== Segment start ==
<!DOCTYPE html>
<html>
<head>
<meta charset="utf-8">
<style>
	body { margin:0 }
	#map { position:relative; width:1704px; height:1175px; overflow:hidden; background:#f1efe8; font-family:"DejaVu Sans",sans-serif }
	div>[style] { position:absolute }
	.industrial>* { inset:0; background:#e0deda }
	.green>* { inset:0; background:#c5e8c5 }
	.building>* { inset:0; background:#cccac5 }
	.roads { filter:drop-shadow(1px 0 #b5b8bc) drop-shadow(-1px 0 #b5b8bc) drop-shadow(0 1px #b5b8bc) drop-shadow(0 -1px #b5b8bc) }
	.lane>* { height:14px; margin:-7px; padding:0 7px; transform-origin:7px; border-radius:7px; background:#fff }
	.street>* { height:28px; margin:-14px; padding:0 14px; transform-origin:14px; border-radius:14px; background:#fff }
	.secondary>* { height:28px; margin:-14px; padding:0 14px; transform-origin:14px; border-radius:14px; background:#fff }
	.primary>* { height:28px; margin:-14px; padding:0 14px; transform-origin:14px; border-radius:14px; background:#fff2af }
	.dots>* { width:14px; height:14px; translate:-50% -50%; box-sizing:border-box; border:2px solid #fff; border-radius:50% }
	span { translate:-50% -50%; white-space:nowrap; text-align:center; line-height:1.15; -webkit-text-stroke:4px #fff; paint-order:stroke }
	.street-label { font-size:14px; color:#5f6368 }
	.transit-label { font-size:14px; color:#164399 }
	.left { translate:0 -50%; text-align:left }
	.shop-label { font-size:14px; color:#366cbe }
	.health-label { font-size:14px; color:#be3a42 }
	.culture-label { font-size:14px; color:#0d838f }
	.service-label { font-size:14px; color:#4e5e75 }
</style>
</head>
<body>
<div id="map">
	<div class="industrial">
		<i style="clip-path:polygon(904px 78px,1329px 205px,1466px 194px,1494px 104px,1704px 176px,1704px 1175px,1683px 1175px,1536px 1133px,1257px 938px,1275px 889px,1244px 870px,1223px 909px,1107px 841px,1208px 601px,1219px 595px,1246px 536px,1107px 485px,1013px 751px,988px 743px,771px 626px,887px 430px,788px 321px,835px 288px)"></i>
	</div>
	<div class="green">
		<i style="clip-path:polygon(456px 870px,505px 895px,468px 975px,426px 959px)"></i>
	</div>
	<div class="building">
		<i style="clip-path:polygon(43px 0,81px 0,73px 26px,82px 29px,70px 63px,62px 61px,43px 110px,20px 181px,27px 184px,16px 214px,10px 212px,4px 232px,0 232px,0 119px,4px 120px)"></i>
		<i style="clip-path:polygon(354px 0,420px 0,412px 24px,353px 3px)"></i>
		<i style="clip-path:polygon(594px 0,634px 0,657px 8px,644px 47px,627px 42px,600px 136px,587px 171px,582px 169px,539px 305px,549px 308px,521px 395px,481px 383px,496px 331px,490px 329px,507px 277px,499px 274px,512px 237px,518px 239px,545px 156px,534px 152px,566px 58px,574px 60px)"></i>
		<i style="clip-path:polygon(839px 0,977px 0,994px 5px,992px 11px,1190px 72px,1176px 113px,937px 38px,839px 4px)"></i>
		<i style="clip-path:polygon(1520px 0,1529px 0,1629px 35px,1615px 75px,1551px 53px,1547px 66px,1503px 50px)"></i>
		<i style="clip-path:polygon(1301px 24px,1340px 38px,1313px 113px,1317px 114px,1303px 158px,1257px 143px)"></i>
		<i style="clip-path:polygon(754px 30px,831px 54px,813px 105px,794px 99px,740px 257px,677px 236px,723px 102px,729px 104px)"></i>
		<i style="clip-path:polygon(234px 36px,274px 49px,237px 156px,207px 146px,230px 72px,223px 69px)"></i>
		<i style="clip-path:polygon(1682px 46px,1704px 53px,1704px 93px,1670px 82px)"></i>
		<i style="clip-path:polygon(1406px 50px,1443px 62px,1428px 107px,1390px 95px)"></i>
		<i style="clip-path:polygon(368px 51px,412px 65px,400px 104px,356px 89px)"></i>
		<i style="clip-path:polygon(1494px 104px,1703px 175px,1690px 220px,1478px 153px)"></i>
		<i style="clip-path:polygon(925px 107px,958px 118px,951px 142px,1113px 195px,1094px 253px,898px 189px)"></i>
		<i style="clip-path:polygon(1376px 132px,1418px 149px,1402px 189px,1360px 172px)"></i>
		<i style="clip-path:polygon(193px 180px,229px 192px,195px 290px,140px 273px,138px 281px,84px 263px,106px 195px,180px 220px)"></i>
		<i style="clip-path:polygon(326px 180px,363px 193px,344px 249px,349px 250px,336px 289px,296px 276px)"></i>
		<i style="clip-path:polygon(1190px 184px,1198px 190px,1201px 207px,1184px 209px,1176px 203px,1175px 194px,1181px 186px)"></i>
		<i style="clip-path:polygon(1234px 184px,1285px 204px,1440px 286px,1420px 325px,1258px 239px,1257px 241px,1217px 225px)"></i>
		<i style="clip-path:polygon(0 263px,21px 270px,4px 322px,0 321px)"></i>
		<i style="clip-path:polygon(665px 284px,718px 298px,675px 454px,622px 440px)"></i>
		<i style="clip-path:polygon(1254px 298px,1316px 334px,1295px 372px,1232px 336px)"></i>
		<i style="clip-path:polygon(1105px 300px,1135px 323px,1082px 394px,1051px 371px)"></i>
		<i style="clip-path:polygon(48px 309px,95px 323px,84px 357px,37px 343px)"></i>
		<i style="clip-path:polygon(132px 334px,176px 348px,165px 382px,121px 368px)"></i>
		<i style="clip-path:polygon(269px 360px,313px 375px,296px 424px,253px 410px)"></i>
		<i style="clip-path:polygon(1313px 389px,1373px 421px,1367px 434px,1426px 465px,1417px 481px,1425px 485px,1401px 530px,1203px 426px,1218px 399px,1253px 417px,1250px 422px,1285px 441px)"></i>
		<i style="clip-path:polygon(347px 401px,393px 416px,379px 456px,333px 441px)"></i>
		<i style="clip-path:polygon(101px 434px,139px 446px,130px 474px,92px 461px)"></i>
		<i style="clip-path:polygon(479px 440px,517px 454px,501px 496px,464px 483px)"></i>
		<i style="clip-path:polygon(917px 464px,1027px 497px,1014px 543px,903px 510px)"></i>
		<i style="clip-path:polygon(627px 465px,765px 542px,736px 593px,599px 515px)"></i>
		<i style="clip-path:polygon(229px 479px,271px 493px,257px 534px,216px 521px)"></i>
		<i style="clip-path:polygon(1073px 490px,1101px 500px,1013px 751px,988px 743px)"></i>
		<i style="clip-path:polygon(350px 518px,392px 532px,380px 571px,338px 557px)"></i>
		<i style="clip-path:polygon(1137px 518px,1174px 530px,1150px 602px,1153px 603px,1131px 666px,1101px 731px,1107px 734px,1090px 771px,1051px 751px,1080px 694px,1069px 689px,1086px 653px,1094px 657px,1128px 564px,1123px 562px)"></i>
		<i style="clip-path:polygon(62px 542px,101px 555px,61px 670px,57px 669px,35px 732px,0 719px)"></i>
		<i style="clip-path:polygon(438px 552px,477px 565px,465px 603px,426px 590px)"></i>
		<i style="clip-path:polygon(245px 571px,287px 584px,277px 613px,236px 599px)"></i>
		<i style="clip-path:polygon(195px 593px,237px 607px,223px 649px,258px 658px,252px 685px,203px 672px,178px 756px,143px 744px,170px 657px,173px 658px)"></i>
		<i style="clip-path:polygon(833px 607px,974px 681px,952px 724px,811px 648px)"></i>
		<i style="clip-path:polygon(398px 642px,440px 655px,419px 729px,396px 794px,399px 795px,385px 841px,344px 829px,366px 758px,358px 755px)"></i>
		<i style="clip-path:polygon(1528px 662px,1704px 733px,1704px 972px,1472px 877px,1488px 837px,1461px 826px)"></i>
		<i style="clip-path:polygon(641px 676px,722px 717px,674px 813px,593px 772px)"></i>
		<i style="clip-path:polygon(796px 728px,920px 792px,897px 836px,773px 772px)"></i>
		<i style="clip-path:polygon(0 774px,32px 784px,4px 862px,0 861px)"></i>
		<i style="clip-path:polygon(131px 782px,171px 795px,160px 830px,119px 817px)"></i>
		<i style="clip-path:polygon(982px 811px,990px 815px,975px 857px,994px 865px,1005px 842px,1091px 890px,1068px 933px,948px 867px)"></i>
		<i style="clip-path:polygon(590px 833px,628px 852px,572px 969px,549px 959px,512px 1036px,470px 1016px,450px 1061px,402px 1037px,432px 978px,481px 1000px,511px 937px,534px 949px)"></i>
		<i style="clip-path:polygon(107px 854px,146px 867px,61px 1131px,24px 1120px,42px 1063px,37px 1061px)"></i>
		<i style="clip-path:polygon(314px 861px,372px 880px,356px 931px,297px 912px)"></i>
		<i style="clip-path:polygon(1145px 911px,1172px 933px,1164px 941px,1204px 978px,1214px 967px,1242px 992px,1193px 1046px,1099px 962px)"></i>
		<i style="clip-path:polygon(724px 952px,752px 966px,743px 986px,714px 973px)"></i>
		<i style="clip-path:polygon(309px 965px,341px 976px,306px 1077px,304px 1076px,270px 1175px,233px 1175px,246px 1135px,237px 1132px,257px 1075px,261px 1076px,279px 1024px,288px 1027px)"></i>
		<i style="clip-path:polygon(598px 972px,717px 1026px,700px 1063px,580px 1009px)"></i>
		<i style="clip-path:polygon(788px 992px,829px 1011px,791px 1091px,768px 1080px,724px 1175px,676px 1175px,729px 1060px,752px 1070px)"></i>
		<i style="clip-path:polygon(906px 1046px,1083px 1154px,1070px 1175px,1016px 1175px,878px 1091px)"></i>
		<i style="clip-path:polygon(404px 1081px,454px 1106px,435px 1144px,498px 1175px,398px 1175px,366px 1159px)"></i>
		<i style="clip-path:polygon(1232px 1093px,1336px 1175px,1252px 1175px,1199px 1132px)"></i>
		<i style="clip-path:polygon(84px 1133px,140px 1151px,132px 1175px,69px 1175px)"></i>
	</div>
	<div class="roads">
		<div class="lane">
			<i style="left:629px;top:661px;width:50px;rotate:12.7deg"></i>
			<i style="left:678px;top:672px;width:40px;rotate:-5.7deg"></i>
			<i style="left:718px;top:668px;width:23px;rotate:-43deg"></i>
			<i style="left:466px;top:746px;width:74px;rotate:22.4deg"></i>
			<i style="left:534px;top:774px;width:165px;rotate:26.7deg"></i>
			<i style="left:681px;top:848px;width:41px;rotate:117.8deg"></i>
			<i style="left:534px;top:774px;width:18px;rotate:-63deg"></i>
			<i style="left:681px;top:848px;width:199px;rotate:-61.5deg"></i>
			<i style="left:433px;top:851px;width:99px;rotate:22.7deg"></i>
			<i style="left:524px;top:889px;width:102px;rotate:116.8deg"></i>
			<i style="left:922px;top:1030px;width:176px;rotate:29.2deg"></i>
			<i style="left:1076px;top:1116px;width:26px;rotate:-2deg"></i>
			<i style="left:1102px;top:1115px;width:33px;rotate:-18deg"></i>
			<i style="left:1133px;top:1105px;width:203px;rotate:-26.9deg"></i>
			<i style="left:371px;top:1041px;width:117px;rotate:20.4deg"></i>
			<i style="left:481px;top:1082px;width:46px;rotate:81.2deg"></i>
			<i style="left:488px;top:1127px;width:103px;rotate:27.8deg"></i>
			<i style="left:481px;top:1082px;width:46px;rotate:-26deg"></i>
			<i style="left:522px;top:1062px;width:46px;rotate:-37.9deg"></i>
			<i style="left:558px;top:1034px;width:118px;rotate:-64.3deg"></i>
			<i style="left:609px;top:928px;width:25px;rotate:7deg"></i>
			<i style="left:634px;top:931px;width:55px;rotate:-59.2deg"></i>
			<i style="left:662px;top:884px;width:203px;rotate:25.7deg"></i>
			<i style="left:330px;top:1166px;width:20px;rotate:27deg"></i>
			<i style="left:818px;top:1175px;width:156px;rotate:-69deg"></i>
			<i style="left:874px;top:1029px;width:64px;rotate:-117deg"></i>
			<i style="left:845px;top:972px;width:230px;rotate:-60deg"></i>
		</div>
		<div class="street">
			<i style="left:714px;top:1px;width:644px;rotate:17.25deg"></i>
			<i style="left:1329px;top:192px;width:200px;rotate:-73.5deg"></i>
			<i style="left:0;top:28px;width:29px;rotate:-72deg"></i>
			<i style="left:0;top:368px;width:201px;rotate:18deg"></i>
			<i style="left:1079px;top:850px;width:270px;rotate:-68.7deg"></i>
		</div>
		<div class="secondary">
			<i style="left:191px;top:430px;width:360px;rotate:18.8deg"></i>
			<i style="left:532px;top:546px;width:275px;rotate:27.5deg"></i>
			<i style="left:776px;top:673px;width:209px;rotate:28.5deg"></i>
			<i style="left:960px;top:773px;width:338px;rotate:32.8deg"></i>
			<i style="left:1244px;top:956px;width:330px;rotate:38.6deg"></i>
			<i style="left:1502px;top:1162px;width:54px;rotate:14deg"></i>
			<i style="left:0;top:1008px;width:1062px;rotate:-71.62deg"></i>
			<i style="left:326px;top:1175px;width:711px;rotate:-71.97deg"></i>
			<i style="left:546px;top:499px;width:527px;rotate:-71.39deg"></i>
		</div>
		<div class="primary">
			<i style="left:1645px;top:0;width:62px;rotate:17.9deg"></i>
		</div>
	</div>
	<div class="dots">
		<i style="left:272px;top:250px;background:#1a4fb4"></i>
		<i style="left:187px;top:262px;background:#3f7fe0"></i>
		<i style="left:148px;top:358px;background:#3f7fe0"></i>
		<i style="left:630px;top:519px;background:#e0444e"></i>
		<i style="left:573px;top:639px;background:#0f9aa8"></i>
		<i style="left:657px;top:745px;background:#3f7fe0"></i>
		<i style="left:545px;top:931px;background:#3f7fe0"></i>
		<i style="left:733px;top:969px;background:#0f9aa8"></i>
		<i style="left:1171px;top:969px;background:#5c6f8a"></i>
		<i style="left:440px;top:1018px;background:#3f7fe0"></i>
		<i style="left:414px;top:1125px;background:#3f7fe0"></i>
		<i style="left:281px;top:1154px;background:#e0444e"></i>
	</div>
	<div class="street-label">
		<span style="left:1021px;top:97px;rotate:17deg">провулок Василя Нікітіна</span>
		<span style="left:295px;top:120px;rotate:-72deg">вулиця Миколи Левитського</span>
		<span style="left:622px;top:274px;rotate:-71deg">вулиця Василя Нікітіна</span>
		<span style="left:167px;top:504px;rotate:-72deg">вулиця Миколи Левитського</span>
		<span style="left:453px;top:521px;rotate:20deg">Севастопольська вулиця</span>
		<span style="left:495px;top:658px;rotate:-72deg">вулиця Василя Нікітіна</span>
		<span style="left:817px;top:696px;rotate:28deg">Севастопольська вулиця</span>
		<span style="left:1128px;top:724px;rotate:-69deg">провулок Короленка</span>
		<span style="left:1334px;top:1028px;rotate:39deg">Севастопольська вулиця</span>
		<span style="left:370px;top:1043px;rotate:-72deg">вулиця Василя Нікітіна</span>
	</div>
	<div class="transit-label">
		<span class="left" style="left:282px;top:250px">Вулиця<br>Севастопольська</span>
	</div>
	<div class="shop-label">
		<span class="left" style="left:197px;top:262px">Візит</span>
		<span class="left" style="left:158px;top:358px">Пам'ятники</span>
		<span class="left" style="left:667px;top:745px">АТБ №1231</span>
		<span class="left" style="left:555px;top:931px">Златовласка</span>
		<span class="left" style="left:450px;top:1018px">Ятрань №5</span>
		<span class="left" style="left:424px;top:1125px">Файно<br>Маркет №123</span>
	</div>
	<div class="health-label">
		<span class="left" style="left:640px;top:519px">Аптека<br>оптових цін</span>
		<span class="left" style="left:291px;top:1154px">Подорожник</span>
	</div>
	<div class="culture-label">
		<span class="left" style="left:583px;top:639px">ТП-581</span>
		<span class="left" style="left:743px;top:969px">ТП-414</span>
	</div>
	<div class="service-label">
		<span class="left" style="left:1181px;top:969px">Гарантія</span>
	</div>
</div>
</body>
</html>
== Segment end ==
● **ASSIGNED TASK**: Up to and including the line with "position:relative; width:1704px; height:1175px;", reproduce the material above exactly as it appears, starting from its first line.

● **RESULT**:
<!DOCTYPE html>
<html>
<head>
<meta charset="utf-8">
<style>
	body { margin:0 }
	#map { position:relative; width:1704px; height:1175px; overflow:hidden; background:#f1efe8; font-family:"DejaVu Sans",sans-serif }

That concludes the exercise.